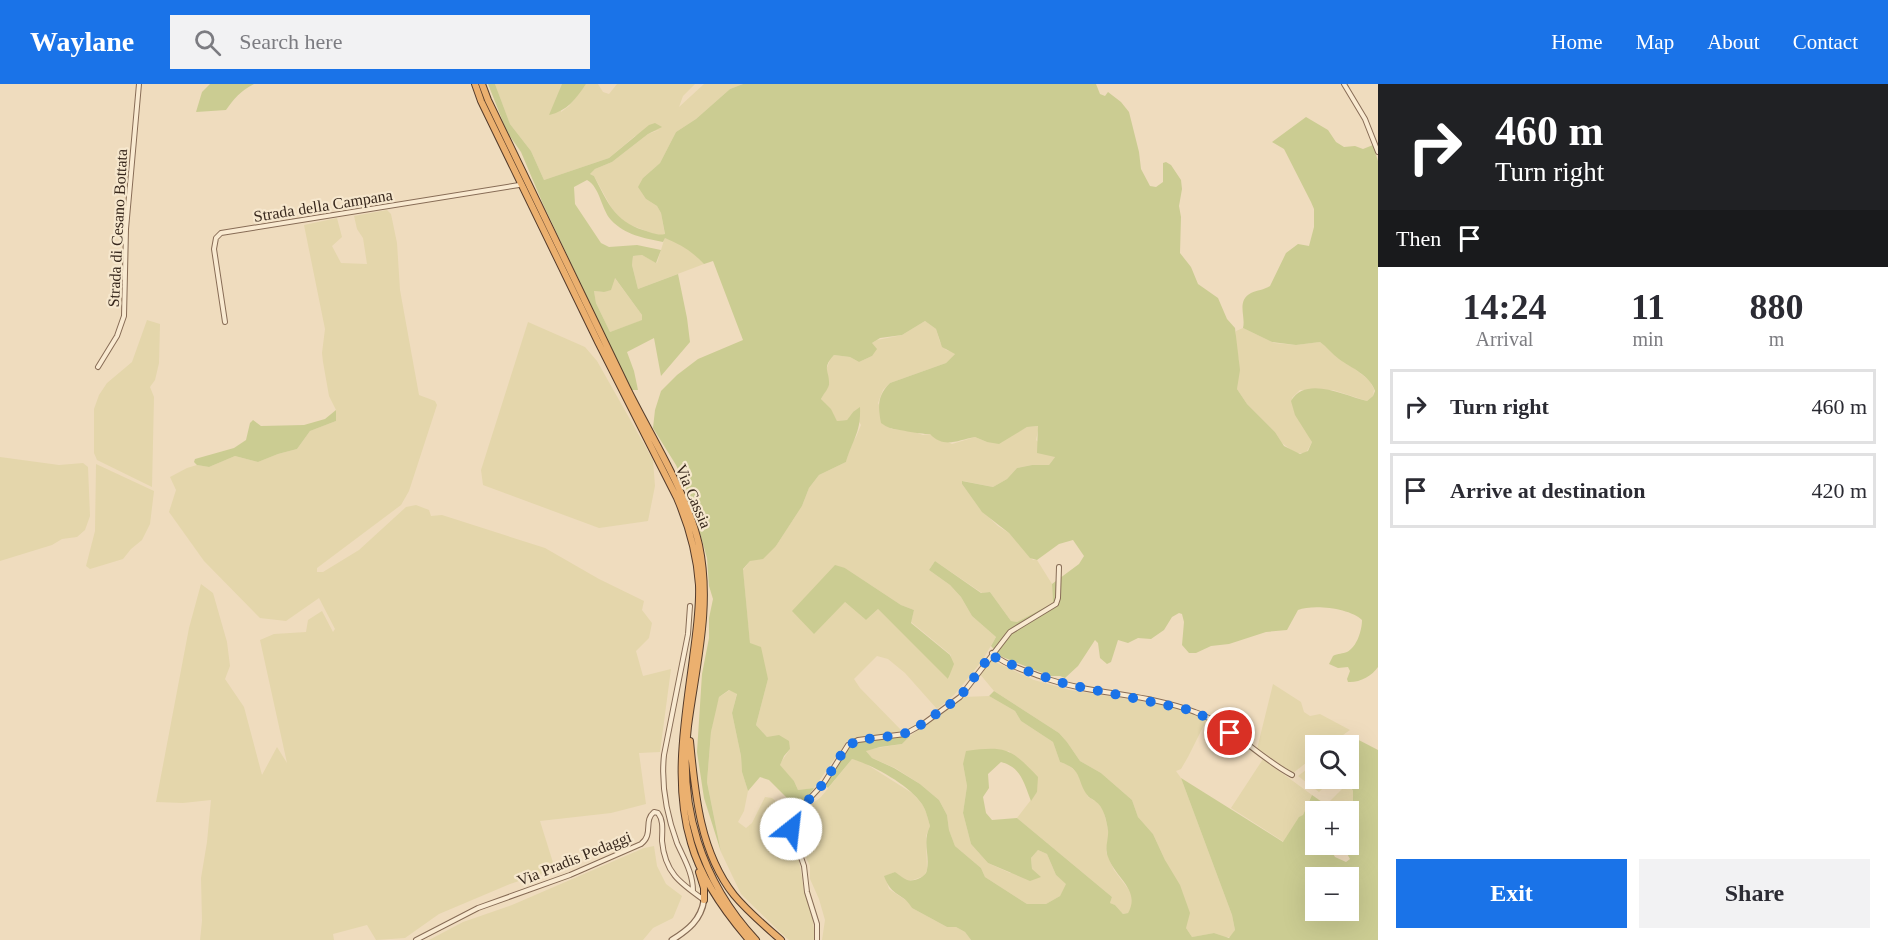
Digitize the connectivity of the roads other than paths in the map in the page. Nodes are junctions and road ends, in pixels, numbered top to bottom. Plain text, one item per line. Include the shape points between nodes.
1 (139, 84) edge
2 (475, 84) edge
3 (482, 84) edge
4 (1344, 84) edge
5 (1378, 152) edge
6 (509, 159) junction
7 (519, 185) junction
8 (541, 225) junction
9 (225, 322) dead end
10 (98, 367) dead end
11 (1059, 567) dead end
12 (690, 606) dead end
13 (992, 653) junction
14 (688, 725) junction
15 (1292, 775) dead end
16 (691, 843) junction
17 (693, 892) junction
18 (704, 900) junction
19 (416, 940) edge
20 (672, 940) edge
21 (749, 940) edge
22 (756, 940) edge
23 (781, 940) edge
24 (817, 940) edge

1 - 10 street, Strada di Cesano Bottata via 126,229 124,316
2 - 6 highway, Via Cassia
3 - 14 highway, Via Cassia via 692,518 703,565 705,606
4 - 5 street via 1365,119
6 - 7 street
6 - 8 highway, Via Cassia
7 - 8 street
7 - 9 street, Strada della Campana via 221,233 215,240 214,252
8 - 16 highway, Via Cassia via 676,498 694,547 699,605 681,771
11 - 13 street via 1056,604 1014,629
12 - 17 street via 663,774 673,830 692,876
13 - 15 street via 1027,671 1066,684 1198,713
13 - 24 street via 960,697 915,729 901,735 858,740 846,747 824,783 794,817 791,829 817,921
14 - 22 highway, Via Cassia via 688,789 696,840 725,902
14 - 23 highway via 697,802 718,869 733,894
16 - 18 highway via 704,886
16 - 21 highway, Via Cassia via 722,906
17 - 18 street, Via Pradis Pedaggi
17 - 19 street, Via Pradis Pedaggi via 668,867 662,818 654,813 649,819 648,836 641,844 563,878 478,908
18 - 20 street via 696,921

_ _ _ _ _ _ _

WORK TASK
Write out the listing again word for word, but without its pictures.

EXERCISE RESULT
Digitize the connectivity of the roads other than paths in the map in the page. Nodes are junctions and road ends, in pixels, numbered top to bottom. Plain text, one item per line. Include the shape points between nodes.
1 (139, 84) edge
2 (475, 84) edge
3 (482, 84) edge
4 (1344, 84) edge
5 (1378, 152) edge
6 (509, 159) junction
7 (519, 185) junction
8 (541, 225) junction
9 (225, 322) dead end
10 (98, 367) dead end
11 (1059, 567) dead end
12 (690, 606) dead end
13 (992, 653) junction
14 (688, 725) junction
15 (1292, 775) dead end
16 (691, 843) junction
17 (693, 892) junction
18 (704, 900) junction
19 (416, 940) edge
20 (672, 940) edge
21 (749, 940) edge
22 (756, 940) edge
23 (781, 940) edge
24 (817, 940) edge

1 - 10 street, Strada di Cesano Bottata via 126,229 124,316
2 - 6 highway, Via Cassia
3 - 14 highway, Via Cassia via 692,518 703,565 705,606
4 - 5 street via 1365,119
6 - 7 street
6 - 8 highway, Via Cassia
7 - 8 street
7 - 9 street, Strada della Campana via 221,233 215,240 214,252
8 - 16 highway, Via Cassia via 676,498 694,547 699,605 681,771
11 - 13 street via 1056,604 1014,629
12 - 17 street via 663,774 673,830 692,876
13 - 15 street via 1027,671 1066,684 1198,713
13 - 24 street via 960,697 915,729 901,735 858,740 846,747 824,783 794,817 791,829 817,921
14 - 22 highway, Via Cassia via 688,789 696,840 725,902
14 - 23 highway via 697,802 718,869 733,894
16 - 18 highway via 704,886
16 - 21 highway, Via Cassia via 722,906
17 - 18 street, Via Pradis Pedaggi
17 - 19 street, Via Pradis Pedaggi via 668,867 662,818 654,813 649,819 648,836 641,844 563,878 478,908
18 - 20 street via 696,921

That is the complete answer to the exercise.